8 thoughts on “most peculiar, mama

  1. First- HAPPY BIRTHDAY!
    Second- What a releif that the skin thing has been figured out. Phew!
    Third- Hooray for induction! The biggest risk is a c-section which you’re OK with anyway, right? So, Yay!
    Fourth- Yes, Dave is one of the good ones. But he knows that you are, too!

    Big hugs on your birthday!I just noticed that both of our baby girls will have bdays 2 weeks after their mommy’s bdays. That’s gotta be a good luck sign or something.

  2. Okay, the first rule of pregnancy is DON’T CUT YOUR HAIR! You’re lucky it turned out okay!

    I thought I’d answer your questions here, since my mandajuice e-mail is broken:
    1) Dave is sending resumes out this week, so as soon as he gets a job, we’re moving.

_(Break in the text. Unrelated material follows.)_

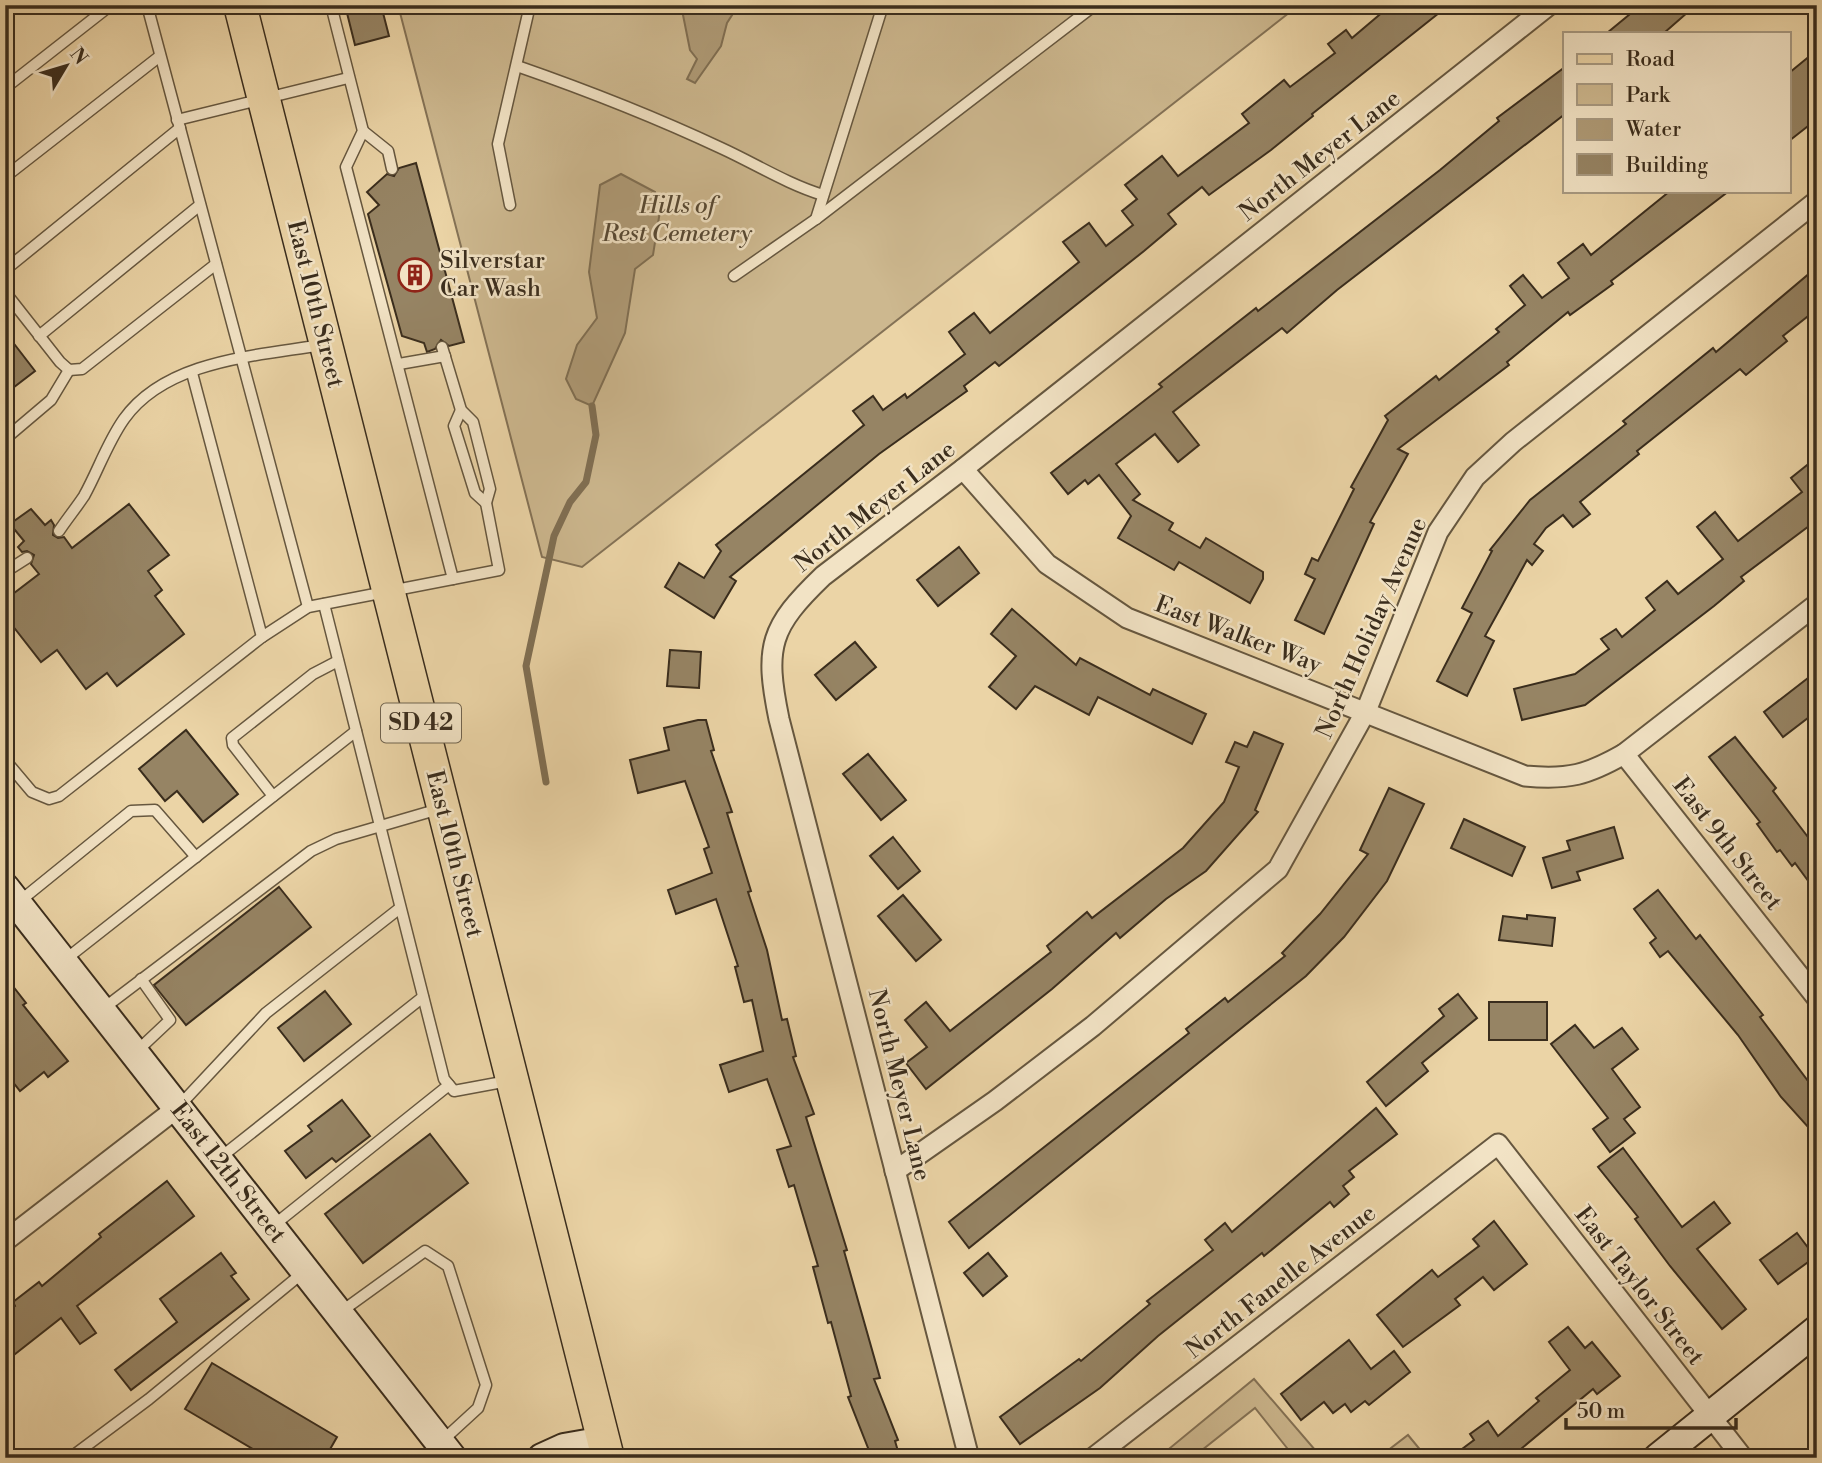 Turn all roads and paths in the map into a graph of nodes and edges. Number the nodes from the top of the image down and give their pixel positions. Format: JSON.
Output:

Who knows how long it will take, but for the love of all that is holy, I hope it’s soon!
    2) If the last month of pregnancy doesn’t make you want to shoot yourself, you aren’t human. Seriously. My theory is that it’s horrible enough to make you actually LOOK FORWARD to the act of giving birth.

  3. Cat – I noticed the two week difference in our respective mama/baby birthdays too. Very funny. And we’ll all have different astrological signs too. (Isn’t that right? Aren’t you two Virgo and Libra? Baby Girl and I will be Capricorn and Aquarius.)

    Amanda – I hope you guys get to move here soon too. That’d rock. And yes, I figure that if I’m now at the point where I’m all “Induction! Woo-hoo!”, this pregnancy thing has got to be pretty freakin’ bad.

  4. Yup, she’s a libra. I was supposed to be a libra as well, since my due date was the same as her birthday, but mom had a c-section 2 weeks early. And it went really well, of course! However it happens, babygirl will be out soon, safe and sound. Can’t wait!

    I’d heard the cardinal rule Don’t Cut Your Hair as well, so I didn’t. I’d also heard the rule about shoes (as in, don’t buy any while you’re pregnant). I’m just glad that your bangs were the only thing you cut! I’ve heard horror stories of crew cuts.

    Hair reminds me: make sure you have clippies and hair bands in your hospital bag. If you are in labor, something annoying like hair in your face might be just the thing that causes you to snap and kill someone.